Dataset records
☆ ☆ ☆ ☆ ☆ ☆ ☆

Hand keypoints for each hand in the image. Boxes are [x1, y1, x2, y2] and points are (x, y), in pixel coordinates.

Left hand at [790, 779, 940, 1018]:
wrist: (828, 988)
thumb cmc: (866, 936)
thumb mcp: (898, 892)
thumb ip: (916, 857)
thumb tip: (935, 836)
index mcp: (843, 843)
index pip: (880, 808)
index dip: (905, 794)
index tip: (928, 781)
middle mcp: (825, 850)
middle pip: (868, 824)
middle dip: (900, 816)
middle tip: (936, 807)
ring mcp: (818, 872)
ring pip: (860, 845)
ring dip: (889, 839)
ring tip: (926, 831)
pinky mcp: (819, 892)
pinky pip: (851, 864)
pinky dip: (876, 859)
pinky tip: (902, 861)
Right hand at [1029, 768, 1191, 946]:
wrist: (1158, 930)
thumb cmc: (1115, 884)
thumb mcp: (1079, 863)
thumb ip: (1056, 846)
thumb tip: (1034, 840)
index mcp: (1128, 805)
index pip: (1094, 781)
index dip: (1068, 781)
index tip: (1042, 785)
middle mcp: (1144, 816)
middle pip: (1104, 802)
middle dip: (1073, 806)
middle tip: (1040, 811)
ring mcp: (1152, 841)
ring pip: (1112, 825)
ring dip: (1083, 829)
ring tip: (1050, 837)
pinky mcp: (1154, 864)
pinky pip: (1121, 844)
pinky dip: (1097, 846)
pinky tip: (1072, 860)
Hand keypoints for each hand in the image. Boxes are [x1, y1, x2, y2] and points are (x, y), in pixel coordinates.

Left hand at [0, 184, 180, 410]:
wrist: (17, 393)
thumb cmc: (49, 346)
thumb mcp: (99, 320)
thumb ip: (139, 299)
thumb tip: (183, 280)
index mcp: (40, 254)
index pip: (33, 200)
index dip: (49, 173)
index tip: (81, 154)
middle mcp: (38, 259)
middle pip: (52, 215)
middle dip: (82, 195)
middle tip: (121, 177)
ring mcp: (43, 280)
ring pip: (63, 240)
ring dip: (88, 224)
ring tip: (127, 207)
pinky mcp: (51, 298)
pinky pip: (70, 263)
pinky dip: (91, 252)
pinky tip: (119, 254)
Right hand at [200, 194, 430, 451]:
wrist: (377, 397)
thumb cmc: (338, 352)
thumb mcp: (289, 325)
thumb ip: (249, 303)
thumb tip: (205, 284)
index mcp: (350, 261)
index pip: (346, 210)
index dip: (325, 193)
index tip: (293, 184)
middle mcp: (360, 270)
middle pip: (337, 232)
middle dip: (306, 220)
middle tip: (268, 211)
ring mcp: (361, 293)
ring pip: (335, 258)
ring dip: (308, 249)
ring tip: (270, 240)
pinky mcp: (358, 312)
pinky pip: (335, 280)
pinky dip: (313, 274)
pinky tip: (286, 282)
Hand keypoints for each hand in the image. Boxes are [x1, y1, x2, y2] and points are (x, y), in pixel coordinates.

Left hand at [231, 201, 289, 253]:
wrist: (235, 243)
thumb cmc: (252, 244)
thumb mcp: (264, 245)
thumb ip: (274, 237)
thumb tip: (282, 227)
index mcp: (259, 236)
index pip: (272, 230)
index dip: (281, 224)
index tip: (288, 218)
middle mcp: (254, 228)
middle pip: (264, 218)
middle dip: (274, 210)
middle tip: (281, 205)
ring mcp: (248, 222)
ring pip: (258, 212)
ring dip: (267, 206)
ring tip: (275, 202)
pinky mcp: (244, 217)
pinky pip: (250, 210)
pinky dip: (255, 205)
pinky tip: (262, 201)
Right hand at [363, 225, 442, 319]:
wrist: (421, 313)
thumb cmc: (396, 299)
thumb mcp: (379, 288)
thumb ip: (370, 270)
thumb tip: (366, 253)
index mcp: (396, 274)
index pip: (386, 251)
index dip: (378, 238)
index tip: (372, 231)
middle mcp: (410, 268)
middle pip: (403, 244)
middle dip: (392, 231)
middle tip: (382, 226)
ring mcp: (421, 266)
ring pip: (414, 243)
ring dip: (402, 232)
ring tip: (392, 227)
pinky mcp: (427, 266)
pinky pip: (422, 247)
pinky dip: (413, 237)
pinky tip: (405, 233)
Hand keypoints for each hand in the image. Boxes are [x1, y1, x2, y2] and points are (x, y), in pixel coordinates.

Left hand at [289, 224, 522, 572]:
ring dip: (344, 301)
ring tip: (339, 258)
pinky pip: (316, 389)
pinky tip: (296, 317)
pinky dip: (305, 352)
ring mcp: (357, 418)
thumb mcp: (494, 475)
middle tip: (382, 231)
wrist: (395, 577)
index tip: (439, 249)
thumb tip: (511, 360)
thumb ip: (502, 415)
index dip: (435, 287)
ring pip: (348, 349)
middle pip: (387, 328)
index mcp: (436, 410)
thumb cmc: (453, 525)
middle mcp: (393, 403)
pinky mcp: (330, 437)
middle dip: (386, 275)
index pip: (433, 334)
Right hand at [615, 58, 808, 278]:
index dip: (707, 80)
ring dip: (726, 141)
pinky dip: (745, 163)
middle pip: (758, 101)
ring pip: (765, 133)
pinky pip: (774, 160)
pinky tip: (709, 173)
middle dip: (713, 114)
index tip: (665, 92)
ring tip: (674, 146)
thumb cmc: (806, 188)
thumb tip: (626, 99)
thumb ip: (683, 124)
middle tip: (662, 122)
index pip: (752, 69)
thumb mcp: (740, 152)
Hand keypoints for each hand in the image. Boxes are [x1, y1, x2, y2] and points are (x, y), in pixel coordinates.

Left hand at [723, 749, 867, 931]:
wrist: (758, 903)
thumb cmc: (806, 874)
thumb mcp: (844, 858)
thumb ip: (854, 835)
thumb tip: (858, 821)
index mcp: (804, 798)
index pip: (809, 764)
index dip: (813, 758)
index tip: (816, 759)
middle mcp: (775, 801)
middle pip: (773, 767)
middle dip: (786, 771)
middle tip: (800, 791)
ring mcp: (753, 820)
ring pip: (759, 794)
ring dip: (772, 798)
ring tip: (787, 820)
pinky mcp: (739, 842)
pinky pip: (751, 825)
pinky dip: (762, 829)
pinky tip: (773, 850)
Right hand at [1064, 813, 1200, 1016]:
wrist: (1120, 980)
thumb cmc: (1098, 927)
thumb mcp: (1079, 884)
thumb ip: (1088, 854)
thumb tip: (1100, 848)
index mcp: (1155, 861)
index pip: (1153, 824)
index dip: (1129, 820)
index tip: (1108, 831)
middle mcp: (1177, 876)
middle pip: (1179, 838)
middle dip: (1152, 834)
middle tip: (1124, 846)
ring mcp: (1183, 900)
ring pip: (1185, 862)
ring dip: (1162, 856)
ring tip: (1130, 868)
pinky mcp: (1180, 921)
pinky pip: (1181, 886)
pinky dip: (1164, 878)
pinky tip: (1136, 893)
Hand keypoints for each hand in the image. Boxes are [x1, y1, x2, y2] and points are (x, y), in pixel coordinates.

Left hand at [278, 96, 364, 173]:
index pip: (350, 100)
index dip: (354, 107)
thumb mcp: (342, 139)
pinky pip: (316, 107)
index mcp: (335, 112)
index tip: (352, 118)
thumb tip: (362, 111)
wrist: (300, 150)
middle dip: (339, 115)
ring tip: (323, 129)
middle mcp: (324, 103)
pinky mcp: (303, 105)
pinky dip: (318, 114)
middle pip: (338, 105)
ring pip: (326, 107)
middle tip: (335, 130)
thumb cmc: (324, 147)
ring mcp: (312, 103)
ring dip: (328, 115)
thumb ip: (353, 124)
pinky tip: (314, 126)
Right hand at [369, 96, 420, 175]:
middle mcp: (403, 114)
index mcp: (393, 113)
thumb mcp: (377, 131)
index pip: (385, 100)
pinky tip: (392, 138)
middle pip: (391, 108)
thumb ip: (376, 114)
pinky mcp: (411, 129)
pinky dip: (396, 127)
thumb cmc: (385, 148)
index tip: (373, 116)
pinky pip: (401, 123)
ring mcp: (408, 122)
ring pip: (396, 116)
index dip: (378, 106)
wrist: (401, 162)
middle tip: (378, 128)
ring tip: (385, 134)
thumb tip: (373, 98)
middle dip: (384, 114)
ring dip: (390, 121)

☆ ☆ ☆ ☆ ☆ ☆ ☆

Taking the entries above, restate exactly those lines that fall between the line with "index mcp: (396, 274)" and the line with "ring pip: (765, 133)", keeping both of those lines too.

index mcp: (396, 274)
index pip: (386, 251)
index dip: (378, 238)
index tip: (372, 231)
middle mcp: (410, 268)
middle pip: (403, 244)
middle dip: (392, 231)
middle tip: (382, 226)
ring mcp: (421, 266)
ring pip: (414, 243)
ring dip: (402, 232)
ring tip: (392, 227)
pinky mcp: (427, 266)
pinky pip: (422, 247)
pinky dip: (413, 237)
pinky tip: (405, 233)
Hand keypoints for each hand in the image. Boxes are [x1, y1, x2, y2] and points are (x, y), in pixel coordinates.

Left hand at [289, 224, 522, 572]:
ring dip: (344, 301)
ring tip: (339, 258)
pinky pip: (316, 389)
pinky tip: (296, 317)
pinky dip: (305, 352)
ring mcp: (357, 418)
thumb mcp: (494, 475)
middle tip: (382, 231)
wrist: (395, 577)
index tip: (439, 249)
thumb tip: (511, 360)
thumb ip: (502, 415)
index dip: (435, 287)
ring pip: (348, 349)
middle pip: (387, 328)
index mcp: (436, 410)
thumb cmc: (453, 525)
middle mcp: (393, 403)
pinky mcp: (330, 437)
middle dip: (386, 275)
index pip: (433, 334)
Right hand at [615, 58, 808, 278]:
index dip: (707, 80)
ring dip: (726, 141)
pinky dip: (745, 163)
middle pip: (758, 101)
ring pip: (765, 133)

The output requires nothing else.